The legislation passed the House vote handily with welcoming lawmakers from both parties. One of the bills was the Future Act HR2225 which was passed with 345-67 votes, and the other measure was the Department of Energy Science for the Future Act, HR3593, which received 351-68 approval.
The formation of them was to bolster scientific development in the race to rival China.
“The United States has long been a beacon of excellence in science and engineering,” said House Science Committee Chair Eddie Bernice Johnson (D-TX) in a statement. “While we should be cognizant of our increasing global competition, we must not be constrained by it. To continue to lead, we must chart our own course.”
Thanks to the legislation, the National Science Foundation and the Department of Energy’s Office of Science will enjoy a greater amount of funding, which can be expected to increase by seven percent per year.
“We must significantly boost funding for science.

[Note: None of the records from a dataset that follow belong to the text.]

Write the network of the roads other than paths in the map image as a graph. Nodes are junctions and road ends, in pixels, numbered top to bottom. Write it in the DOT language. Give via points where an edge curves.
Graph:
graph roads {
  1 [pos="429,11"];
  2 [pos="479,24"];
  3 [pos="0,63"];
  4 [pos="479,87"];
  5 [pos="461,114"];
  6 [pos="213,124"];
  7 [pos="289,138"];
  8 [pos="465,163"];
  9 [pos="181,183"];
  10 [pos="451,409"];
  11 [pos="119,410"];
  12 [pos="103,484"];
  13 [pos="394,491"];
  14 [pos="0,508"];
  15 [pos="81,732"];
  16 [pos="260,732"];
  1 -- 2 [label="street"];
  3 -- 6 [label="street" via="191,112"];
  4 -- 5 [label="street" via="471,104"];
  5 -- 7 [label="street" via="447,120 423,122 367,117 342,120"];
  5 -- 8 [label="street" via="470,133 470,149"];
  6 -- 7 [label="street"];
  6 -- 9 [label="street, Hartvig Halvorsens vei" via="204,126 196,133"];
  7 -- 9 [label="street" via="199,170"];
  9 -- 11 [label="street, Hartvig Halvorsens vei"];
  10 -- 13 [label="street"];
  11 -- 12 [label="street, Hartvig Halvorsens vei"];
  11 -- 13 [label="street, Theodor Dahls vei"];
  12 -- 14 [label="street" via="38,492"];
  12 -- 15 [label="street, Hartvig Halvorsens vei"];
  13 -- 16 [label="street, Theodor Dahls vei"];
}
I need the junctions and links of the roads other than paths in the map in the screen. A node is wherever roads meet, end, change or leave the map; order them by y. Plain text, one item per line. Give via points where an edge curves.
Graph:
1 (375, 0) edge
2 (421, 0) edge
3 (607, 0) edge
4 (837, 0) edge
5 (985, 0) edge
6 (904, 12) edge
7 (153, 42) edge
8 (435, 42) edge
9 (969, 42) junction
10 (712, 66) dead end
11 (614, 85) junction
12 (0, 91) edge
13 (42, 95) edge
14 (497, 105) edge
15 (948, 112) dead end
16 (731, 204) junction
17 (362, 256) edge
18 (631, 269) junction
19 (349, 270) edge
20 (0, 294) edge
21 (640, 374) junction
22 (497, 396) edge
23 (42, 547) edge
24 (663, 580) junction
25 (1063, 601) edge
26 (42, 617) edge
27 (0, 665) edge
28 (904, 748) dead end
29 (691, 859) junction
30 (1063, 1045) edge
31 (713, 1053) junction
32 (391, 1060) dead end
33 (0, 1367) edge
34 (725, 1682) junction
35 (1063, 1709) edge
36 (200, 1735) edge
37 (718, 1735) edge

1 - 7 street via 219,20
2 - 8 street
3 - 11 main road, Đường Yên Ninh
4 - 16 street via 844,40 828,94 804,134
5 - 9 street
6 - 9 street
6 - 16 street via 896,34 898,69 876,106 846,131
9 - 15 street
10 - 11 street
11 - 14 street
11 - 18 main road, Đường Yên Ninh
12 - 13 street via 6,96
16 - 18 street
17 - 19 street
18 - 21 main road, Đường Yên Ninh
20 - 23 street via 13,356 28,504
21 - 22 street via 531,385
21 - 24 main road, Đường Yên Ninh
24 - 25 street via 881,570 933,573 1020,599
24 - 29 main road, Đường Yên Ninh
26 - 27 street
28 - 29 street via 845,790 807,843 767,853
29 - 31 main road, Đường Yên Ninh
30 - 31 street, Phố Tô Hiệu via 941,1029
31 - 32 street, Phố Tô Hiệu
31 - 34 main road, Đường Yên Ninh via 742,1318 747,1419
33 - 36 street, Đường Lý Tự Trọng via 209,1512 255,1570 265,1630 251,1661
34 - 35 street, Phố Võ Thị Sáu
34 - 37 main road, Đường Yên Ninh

For years, we have allowed millions of dollars of excellent research [to] go unfunded,” Johnson added.
Following the agenda of the bills, the task of advancing scientific edge for the United States will include attention on science, technology, engineering, and mathematics education (STEM) education and professional development to help with recruitment in those fields.
In contrast to their Senate version, which was passed on June 8, these House bills convey a provision from the republicans which will bar applicants from talent programs linked to rival governments, namely China, North Korea, Russia, and Iran.
“It is critical that we strike the correct balance between keeping our research enterprise open but also from protecting it from adversaries who seek to take advantage of our open system,” said Rep. Michael Waltz (R-Fla.), according to The Hill.
If enacted, one of the forbidden programs to exemplify will be the Chinese regime’s Thousand Talents Program, which the U.S. government has investigated for posing threats to national security.
According to investigators in 2020, the Beijing-based Thousand Talents Program introduced in 2008 recruited international experts with extravagant grants and via them found its way to steal sensitive technology from international governments.
The Senate version of the legislation, the “U.S. Innovation and Competition Act,” or USICA, offered to fund the National Science Foundation, Department of Commerce, Department of Energy, and National Aeronautics and Space Administration and promised to impose diplomatic pressure on China. It is expected that the House bills may be reconciled later when they reached the upper chamber.
“My Administration looks forward to continuing to work with the House and the Senate in producing a final bill I can sign,” said President Joe Biden in a statement applauding the passage of the House legislation.
“Decades of neglect and disinvestment have left us at a competitive disadvantage as countries across the globe, like China, have poured money and focus into new technologies and industries, leaving us at real risk of being left behind,” Biden noted, praising the investments.